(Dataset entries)
◆ ◆ ◆ ◆ ◆ ◆ ◆

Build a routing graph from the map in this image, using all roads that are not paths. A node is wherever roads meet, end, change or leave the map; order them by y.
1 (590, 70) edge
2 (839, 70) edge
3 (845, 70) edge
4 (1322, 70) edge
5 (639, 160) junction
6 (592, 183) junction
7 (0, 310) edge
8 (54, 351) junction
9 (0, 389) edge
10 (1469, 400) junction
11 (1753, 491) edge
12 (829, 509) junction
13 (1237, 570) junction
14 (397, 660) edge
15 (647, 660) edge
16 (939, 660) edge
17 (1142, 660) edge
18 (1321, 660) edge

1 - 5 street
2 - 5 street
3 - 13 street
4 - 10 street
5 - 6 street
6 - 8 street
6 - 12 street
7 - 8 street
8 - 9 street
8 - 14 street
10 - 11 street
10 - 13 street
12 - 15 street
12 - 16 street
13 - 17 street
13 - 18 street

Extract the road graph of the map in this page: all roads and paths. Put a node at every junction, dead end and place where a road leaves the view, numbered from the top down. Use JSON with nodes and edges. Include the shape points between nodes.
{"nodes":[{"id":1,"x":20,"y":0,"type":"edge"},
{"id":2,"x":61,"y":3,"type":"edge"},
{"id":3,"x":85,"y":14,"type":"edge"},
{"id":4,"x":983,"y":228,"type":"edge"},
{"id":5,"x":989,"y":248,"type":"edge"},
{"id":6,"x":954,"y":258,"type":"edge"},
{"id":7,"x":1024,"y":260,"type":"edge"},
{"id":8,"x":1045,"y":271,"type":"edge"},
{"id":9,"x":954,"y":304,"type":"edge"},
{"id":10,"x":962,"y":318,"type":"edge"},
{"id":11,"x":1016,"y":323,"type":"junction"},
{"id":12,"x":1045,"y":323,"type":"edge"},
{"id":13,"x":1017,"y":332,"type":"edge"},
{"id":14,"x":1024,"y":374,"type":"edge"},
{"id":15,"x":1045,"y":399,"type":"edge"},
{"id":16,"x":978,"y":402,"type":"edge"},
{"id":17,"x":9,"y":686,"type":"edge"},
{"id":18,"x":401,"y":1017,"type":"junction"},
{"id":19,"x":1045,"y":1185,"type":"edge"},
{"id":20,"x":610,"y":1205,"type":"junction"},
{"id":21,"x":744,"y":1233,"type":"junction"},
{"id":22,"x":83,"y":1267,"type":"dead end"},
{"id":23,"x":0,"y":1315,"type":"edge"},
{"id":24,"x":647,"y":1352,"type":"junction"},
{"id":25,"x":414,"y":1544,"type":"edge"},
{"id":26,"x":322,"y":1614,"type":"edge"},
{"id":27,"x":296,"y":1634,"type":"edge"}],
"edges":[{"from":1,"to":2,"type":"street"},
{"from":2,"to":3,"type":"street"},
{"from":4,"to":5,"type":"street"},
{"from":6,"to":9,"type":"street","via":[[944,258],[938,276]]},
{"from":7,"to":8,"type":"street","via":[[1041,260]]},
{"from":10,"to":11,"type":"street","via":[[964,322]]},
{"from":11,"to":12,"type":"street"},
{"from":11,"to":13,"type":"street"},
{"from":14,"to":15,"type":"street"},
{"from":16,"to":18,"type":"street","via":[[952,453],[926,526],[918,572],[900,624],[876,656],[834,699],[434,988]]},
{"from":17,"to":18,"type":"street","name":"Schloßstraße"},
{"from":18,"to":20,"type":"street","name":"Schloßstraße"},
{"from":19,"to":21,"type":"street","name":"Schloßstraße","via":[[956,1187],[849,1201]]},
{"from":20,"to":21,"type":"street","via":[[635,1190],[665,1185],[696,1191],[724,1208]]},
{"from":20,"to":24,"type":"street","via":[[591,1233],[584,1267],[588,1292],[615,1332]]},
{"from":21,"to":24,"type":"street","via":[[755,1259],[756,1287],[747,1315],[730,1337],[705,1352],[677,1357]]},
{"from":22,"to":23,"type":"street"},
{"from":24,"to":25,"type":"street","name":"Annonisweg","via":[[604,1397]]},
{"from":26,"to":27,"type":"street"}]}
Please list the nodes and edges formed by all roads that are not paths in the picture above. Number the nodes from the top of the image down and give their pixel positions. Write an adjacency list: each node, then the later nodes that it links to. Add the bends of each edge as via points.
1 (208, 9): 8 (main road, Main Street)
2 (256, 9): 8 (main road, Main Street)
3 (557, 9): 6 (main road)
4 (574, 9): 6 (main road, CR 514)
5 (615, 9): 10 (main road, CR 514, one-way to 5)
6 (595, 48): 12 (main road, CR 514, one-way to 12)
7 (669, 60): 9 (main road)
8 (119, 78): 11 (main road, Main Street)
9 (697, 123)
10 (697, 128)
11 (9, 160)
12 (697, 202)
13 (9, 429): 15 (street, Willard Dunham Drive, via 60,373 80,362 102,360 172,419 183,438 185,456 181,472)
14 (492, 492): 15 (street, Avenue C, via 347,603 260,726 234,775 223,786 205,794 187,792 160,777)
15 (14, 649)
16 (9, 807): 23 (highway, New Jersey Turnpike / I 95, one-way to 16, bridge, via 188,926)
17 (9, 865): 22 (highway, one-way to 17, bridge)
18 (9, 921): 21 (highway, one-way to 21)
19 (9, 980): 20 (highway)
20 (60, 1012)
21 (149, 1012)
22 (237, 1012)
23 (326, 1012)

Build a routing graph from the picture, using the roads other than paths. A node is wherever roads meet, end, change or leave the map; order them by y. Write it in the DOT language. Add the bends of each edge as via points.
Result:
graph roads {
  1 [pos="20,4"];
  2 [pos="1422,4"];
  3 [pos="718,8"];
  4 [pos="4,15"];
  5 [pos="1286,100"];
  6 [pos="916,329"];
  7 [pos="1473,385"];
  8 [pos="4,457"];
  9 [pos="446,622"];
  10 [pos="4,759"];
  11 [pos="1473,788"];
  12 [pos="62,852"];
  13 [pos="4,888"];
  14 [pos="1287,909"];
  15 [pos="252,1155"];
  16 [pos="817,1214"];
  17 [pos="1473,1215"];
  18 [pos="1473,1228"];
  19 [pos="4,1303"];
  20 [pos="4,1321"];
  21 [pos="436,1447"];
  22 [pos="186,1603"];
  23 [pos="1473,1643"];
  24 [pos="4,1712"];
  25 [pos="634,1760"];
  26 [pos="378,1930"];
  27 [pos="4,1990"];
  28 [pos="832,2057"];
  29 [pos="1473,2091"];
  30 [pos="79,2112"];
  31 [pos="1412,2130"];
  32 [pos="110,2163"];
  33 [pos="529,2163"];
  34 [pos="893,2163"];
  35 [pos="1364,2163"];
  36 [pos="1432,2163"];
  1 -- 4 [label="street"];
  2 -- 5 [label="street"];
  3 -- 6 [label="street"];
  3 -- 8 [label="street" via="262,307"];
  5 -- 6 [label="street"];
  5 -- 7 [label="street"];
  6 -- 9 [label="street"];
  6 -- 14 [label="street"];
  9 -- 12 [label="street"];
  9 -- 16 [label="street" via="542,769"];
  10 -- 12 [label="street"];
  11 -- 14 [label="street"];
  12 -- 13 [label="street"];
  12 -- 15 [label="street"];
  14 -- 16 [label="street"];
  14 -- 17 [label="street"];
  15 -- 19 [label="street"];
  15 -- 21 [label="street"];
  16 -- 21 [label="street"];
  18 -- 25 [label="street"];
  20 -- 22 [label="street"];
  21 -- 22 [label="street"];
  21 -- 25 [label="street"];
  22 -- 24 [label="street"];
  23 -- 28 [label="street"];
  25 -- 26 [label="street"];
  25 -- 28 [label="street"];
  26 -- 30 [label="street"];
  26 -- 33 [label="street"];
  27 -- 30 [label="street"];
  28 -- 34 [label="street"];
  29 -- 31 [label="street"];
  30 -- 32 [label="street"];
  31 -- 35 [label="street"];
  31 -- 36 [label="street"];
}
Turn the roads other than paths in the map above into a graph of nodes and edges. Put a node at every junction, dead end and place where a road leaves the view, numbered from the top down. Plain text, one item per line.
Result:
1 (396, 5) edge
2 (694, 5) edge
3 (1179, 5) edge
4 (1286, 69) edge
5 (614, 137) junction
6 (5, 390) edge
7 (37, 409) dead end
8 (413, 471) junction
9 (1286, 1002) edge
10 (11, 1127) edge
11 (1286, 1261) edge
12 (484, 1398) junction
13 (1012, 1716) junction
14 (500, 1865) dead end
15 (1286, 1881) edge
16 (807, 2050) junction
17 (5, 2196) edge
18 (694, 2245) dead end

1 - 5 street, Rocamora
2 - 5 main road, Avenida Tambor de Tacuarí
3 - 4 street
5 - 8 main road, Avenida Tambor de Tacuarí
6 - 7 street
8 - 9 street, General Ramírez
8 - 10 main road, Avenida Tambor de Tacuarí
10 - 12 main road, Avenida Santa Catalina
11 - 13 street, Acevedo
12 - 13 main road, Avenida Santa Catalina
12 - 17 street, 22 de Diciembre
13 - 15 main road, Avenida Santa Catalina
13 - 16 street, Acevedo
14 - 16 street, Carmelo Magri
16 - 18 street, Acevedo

◆ ◆ ◆ ◆ ◆ ◆ ◆

# EXERCISE
Report every line of the data above that contains the string "Write" by copying it in full.

# OUTPUT
Please list the nodes and edges formed by all roads that are not paths in the picture above. Number the nodes from the top of the image down and give their pixel positions. Write an adjacency list: each node, then the later nodes that it links to. Add the bends of each edge as via points.
Build a routing graph from the picture, using the roads other than paths. A node is wherever roads meet, end, change or leave the map; order them by y. Write it in the DOT language. Add the bends of each edge as via points.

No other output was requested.